**PROBLEM REQUIREMENTS**. The full set of entries must be copied exactly.

↓↓↓

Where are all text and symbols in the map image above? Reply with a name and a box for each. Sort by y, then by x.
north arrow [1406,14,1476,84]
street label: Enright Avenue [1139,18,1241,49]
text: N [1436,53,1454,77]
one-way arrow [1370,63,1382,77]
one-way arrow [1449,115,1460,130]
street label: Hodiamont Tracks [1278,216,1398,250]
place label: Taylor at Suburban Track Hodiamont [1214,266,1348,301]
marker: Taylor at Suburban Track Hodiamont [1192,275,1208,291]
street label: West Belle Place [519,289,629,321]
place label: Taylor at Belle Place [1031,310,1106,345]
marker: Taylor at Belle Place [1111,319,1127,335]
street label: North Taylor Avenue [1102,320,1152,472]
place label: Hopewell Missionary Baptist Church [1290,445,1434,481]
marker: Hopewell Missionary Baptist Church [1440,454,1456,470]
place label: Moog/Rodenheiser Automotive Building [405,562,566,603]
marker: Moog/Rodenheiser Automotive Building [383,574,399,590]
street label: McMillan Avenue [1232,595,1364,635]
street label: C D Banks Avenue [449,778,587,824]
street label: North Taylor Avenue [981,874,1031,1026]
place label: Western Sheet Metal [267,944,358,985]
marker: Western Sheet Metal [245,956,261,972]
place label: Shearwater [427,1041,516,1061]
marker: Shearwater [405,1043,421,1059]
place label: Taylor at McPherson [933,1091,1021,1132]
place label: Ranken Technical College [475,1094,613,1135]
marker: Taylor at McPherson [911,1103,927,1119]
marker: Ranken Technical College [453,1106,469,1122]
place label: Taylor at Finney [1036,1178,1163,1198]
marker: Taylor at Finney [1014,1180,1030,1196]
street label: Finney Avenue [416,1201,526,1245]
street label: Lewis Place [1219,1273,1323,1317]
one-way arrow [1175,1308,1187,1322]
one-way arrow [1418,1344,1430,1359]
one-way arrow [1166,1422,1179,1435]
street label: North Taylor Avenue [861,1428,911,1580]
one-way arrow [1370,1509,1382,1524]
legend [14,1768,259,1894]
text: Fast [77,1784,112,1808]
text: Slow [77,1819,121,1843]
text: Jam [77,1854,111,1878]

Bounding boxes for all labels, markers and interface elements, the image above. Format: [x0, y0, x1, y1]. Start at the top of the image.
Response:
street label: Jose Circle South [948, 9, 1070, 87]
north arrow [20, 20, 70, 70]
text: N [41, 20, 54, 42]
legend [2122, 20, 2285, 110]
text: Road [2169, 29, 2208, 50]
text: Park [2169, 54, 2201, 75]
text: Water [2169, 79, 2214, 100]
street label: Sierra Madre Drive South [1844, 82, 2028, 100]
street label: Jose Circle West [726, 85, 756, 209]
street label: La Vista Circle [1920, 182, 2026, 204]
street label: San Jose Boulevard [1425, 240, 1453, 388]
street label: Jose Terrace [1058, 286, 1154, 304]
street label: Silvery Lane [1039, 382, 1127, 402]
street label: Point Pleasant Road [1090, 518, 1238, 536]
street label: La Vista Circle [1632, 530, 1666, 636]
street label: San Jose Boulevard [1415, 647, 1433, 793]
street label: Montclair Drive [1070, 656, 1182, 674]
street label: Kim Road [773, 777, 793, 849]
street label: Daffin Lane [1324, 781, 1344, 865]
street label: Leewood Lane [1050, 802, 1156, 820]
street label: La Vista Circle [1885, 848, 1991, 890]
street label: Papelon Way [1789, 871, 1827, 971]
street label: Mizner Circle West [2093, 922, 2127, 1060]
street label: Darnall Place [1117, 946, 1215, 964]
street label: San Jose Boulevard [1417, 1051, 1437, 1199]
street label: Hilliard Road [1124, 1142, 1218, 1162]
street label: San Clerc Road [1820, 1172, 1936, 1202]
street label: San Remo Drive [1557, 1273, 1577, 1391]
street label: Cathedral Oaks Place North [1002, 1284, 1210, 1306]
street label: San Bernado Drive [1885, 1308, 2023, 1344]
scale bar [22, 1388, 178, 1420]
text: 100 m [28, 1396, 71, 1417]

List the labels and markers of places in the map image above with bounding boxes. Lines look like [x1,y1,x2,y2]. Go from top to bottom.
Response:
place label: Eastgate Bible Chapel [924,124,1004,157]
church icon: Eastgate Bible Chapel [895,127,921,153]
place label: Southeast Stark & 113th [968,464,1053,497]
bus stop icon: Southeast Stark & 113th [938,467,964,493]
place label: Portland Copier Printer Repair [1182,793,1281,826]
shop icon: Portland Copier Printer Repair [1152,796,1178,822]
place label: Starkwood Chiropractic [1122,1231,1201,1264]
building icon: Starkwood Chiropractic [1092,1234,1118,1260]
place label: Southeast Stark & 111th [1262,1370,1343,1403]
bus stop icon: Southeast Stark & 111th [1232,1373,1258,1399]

↑↑↑

**WRITTEN ANSWER**.
Where are all text and symbols in the map image above? Reply with a name and a box for each. Sort by y, then by x.
north arrow [1406,14,1476,84]
street label: Enright Avenue [1139,18,1241,49]
text: N [1436,53,1454,77]
one-way arrow [1370,63,1382,77]
one-way arrow [1449,115,1460,130]
street label: Hodiamont Tracks [1278,216,1398,250]
place label: Taylor at Suburban Track Hodiamont [1214,266,1348,301]
marker: Taylor at Suburban Track Hodiamont [1192,275,1208,291]
street label: West Belle Place [519,289,629,321]
place label: Taylor at Belle Place [1031,310,1106,345]
marker: Taylor at Belle Place [1111,319,1127,335]
street label: North Taylor Avenue [1102,320,1152,472]
place label: Hopewell Missionary Baptist Church [1290,445,1434,481]
marker: Hopewell Missionary Baptist Church [1440,454,1456,470]
place label: Moog/Rodenheiser Automotive Building [405,562,566,603]
marker: Moog/Rodenheiser Automotive Building [383,574,399,590]
street label: McMillan Avenue [1232,595,1364,635]
street label: C D Banks Avenue [449,778,587,824]
street label: North Taylor Avenue [981,874,1031,1026]
place label: Western Sheet Metal [267,944,358,985]
marker: Western Sheet Metal [245,956,261,972]
place label: Shearwater [427,1041,516,1061]
marker: Shearwater [405,1043,421,1059]
place label: Taylor at McPherson [933,1091,1021,1132]
place label: Ranken Technical College [475,1094,613,1135]
marker: Taylor at McPherson [911,1103,927,1119]
marker: Ranken Technical College [453,1106,469,1122]
place label: Taylor at Finney [1036,1178,1163,1198]
marker: Taylor at Finney [1014,1180,1030,1196]
street label: Finney Avenue [416,1201,526,1245]
street label: Lewis Place [1219,1273,1323,1317]
one-way arrow [1175,1308,1187,1322]
one-way arrow [1418,1344,1430,1359]
one-way arrow [1166,1422,1179,1435]
street label: North Taylor Avenue [861,1428,911,1580]
one-way arrow [1370,1509,1382,1524]
legend [14,1768,259,1894]
text: Fast [77,1784,112,1808]
text: Slow [77,1819,121,1843]
text: Jam [77,1854,111,1878]

Bounding boxes for all labels, markers and interface elements, the image above. Format: [x0, y0, x1, y1]. Start at the top of the image.
Response:
street label: Jose Circle South [948, 9, 1070, 87]
north arrow [20, 20, 70, 70]
text: N [41, 20, 54, 42]
legend [2122, 20, 2285, 110]
text: Road [2169, 29, 2208, 50]
text: Park [2169, 54, 2201, 75]
text: Water [2169, 79, 2214, 100]
street label: Sierra Madre Drive South [1844, 82, 2028, 100]
street label: Jose Circle West [726, 85, 756, 209]
street label: La Vista Circle [1920, 182, 2026, 204]
street label: San Jose Boulevard [1425, 240, 1453, 388]
street label: Jose Terrace [1058, 286, 1154, 304]
street label: Silvery Lane [1039, 382, 1127, 402]
street label: Point Pleasant Road [1090, 518, 1238, 536]
street label: La Vista Circle [1632, 530, 1666, 636]
street label: San Jose Boulevard [1415, 647, 1433, 793]
street label: Montclair Drive [1070, 656, 1182, 674]
street label: Kim Road [773, 777, 793, 849]
street label: Daffin Lane [1324, 781, 1344, 865]
street label: Leewood Lane [1050, 802, 1156, 820]
street label: La Vista Circle [1885, 848, 1991, 890]
street label: Papelon Way [1789, 871, 1827, 971]
street label: Mizner Circle West [2093, 922, 2127, 1060]
street label: Darnall Place [1117, 946, 1215, 964]
street label: San Jose Boulevard [1417, 1051, 1437, 1199]
street label: Hilliard Road [1124, 1142, 1218, 1162]
street label: San Clerc Road [1820, 1172, 1936, 1202]
street label: San Remo Drive [1557, 1273, 1577, 1391]
street label: Cathedral Oaks Place North [1002, 1284, 1210, 1306]
street label: San Bernado Drive [1885, 1308, 2023, 1344]
scale bar [22, 1388, 178, 1420]
text: 100 m [28, 1396, 71, 1417]

List the labels and markers of places in the map image above with bounding boxes. Lines look like [x1,y1,x2,y2]. Go from top to bottom.
Response:
place label: Eastgate Bible Chapel [924,124,1004,157]
church icon: Eastgate Bible Chapel [895,127,921,153]
place label: Southeast Stark & 113th [968,464,1053,497]
bus stop icon: Southeast Stark & 113th [938,467,964,493]
place label: Portland Copier Printer Repair [1182,793,1281,826]
shop icon: Portland Copier Printer Repair [1152,796,1178,822]
place label: Starkwood Chiropractic [1122,1231,1201,1264]
building icon: Starkwood Chiropractic [1092,1234,1118,1260]
place label: Southeast Stark & 111th [1262,1370,1343,1403]
bus stop icon: Southeast Stark & 111th [1232,1373,1258,1399]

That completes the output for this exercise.